= Problem details =
Scan the data below and state the number of lines that include the word "Beaver", adding no comment.

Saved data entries
━━━━
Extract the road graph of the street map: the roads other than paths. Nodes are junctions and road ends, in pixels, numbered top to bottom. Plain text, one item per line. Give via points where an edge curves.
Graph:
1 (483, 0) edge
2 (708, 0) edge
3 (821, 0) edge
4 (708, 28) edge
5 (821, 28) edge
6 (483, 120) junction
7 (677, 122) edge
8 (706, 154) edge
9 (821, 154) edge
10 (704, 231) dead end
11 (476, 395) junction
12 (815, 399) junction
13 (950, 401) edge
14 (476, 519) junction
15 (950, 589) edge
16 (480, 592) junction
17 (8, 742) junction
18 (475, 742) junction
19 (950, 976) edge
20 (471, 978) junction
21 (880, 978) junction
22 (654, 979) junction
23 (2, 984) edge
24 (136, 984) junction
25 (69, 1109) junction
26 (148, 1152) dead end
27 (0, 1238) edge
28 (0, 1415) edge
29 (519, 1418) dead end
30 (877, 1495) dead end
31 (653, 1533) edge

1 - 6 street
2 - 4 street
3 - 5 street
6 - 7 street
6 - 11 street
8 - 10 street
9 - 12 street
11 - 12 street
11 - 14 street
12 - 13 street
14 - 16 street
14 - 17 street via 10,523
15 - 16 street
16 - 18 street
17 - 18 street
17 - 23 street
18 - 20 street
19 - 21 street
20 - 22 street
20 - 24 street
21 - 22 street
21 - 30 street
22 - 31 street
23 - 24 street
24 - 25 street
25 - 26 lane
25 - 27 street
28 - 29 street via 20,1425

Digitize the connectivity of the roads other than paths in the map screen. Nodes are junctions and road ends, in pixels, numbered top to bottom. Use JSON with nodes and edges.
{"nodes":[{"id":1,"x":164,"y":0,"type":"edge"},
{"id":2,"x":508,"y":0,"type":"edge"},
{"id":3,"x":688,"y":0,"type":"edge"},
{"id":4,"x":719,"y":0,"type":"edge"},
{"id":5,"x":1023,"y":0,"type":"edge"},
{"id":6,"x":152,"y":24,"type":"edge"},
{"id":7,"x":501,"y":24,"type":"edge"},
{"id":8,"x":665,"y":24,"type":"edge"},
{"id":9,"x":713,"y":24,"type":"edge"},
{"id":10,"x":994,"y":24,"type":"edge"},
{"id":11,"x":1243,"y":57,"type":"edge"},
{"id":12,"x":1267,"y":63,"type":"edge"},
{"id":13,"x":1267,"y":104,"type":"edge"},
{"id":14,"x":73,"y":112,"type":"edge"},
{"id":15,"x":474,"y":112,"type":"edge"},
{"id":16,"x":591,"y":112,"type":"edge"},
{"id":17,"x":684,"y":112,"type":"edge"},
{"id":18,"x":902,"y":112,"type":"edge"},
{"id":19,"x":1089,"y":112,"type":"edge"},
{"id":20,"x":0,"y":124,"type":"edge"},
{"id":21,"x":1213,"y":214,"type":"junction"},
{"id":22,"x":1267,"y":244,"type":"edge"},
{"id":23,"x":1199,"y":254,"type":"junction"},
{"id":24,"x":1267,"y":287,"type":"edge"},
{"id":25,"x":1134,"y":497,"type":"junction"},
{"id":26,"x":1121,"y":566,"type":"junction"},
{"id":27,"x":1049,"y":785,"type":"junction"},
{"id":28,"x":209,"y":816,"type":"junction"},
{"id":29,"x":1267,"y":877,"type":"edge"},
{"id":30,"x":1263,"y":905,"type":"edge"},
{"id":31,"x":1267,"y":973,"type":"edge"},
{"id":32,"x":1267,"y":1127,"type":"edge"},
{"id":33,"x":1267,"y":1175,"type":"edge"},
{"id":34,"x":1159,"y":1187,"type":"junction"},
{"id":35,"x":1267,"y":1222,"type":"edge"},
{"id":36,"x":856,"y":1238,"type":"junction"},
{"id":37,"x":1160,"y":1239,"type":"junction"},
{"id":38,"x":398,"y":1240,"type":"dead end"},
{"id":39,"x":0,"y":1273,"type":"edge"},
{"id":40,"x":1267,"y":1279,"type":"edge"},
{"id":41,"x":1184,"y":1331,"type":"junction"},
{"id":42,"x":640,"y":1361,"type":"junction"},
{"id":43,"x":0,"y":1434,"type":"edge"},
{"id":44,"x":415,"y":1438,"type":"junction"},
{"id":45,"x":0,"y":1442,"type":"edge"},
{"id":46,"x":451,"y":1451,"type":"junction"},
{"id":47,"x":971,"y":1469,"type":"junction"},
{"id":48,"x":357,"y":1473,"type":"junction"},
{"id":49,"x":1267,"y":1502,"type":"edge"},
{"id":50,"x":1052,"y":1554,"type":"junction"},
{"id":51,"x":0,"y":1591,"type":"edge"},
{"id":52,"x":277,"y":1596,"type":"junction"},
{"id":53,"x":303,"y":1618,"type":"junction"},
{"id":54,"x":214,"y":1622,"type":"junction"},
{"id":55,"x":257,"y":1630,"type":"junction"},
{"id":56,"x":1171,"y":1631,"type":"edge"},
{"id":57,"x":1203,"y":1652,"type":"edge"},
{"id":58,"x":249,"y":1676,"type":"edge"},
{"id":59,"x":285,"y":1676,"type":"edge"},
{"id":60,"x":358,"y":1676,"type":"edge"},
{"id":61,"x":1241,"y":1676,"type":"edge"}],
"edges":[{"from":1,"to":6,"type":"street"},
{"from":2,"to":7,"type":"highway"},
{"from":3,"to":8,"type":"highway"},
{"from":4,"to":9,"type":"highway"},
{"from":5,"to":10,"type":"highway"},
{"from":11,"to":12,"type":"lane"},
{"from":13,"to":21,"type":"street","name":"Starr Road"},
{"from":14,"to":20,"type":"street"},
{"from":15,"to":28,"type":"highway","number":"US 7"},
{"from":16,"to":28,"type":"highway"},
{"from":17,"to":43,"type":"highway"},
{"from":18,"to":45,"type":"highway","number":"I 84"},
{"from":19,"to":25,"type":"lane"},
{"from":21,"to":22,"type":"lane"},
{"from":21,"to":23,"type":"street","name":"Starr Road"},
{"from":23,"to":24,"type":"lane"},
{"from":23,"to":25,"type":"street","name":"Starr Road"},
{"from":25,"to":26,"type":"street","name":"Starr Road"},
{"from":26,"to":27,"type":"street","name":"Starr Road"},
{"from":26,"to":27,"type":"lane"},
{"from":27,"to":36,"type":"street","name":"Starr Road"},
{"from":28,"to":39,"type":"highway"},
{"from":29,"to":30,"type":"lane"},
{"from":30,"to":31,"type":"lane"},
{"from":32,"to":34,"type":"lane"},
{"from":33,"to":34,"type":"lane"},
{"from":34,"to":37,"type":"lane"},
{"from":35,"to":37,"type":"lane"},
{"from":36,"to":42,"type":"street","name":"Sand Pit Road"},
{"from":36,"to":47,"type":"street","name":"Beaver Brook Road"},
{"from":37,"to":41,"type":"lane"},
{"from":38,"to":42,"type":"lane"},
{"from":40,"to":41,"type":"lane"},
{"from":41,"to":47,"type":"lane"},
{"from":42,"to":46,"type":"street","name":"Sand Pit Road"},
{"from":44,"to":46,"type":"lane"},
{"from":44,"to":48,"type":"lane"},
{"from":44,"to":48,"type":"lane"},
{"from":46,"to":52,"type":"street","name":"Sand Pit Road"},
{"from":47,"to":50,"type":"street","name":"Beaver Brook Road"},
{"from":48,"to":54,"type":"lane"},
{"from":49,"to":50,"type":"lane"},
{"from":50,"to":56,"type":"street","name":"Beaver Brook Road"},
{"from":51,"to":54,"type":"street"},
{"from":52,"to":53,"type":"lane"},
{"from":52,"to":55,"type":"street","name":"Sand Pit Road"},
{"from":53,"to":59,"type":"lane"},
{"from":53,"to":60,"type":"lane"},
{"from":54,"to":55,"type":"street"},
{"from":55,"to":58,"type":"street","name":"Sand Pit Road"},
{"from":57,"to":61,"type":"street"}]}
━━━━
= Output for this task =
3